LIFE IS A PRESENT, AND LIES IN THE PRESENT!
Rajroshan Poojari
Founder, My Gifted Child EduSolutions | Advisory Board (EdTech Startups) | Celebrity LinkedIn Branding Solutions l Personal Mentor to Entrepreneurs (MSME) l President, Writers Guild of Hyderabad l Author, Biographies
They say life can be lived looking forward but understood only looking backwards. For those among us who were fortunate enough to have brushes with misfortune early in their careers, this theory would hardly seem much of an advice. For them, this concept is as inalienable as any of the physical laws that govern nature. In short, the best self help guide that you will ever need, are encoded in the lessons from your own misadventures. But it never is as easy as it sounds, right?
Between the vast canyons of the past and the future, lies this very narrow passage of the ‘present’. While the past can serve as a wise companion through our toughest stretches, the future is said to be a culmination of our past and present bets.
The early conditioning most among us receive, constantly nudges us to seek a promised land situated someplace in the distant future. After some ardent pursuit, much perseverance and in many cases, constant and vivid visualization of the promised land, a select few actually make it. Although, as they stand atop and flabbergasted, looking back is just a painful reminder of how much of life they have missed.

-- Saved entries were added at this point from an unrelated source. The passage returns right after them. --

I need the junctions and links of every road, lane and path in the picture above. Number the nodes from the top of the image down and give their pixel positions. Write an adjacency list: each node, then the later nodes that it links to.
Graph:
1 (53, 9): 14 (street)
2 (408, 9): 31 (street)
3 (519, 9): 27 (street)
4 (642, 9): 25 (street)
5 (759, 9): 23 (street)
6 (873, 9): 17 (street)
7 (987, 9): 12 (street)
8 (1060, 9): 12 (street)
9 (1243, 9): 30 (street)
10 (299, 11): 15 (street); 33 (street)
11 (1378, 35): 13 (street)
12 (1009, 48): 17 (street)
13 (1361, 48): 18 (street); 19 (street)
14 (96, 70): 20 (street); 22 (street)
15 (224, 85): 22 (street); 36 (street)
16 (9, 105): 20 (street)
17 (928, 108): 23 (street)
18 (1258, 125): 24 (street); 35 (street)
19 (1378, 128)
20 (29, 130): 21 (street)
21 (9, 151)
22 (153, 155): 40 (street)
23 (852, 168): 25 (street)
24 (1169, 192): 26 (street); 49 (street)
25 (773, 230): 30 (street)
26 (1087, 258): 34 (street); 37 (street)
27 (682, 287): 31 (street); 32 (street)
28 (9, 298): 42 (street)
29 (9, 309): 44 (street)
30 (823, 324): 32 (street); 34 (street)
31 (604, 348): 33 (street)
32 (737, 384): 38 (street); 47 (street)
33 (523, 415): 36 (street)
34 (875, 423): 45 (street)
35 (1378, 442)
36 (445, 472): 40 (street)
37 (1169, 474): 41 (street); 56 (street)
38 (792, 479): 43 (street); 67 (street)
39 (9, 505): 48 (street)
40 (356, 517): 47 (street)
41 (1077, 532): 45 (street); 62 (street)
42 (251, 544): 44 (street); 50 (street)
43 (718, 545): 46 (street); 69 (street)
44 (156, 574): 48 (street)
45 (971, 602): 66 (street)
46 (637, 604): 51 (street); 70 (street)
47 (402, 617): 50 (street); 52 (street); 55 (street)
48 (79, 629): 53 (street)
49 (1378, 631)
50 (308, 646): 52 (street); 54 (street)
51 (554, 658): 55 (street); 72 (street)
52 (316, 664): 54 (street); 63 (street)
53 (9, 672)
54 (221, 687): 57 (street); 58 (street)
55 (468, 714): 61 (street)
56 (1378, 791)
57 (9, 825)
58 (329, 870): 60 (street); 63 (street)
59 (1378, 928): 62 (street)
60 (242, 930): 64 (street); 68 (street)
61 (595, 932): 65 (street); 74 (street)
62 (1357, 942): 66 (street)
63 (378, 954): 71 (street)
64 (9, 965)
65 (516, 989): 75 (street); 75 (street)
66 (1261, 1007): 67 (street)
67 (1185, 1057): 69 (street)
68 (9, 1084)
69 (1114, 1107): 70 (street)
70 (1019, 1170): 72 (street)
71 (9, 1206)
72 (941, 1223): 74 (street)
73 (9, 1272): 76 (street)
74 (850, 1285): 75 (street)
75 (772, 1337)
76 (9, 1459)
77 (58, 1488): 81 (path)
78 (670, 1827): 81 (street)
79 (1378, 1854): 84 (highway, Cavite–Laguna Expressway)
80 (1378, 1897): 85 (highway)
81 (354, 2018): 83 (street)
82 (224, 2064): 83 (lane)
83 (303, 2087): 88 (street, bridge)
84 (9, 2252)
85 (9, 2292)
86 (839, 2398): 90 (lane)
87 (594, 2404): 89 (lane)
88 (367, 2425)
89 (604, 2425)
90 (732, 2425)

All the seekers of this promised land have one thing in common; they all live a life of anticipation. Many of them ruthlessly squeeze out any spec of momentary joys that befall them, and postpone it until a future event that isn’t even in clear sight.
Only a few among us truly break past the barrier of future anticipation and fold up everything in the NOW!
The NOW is an extraordinary place to be in; however straightforward this may sound, it also happens to be the most ignored space of our millennial lives. The space where nothing about our past choices influences our current experience, nor the anxiety of the future has any sway our joyfulness. Just the real, raw experience of being truly aware of everything that is happening around you, and within you.
Now, the question arises, why then is it so difficult to be in the NOW? And how can we reboot to our default setting?
Our default setting as ignorant children, was to revel in the present. The future was never in our scheme of things, not even the immediate play plans. We were so busy just trying to consume the abundance in each moment that nothing else mattered.
Then why and when did it all change?
The answer lies in our individual journeys. In some of them, our well-meaning parents play the spoiler; trying to match us up against the absurd, ever changing corporate world, we would soon be seen chasing frantically. Their own fears innocently penetrated our playful lives, replacing play time with stress.
In some others, it was the education system that as systematically matched us up against the fictitious benchmarks of social success. Either ways, it gradually and effectively conditioned our minds, so much so that those instructions still course through our veins. Now, we are just puppets of these constituted habits, not realizing that the baby elephant has grown big enough to dislodge the shackles.
But there is a way out. All we need is to take time out with our forgotten, old selves; the self that has slowly faded away in the many layers of such conditioning. Once you do catch up with him/ her, finding your way back is much easier.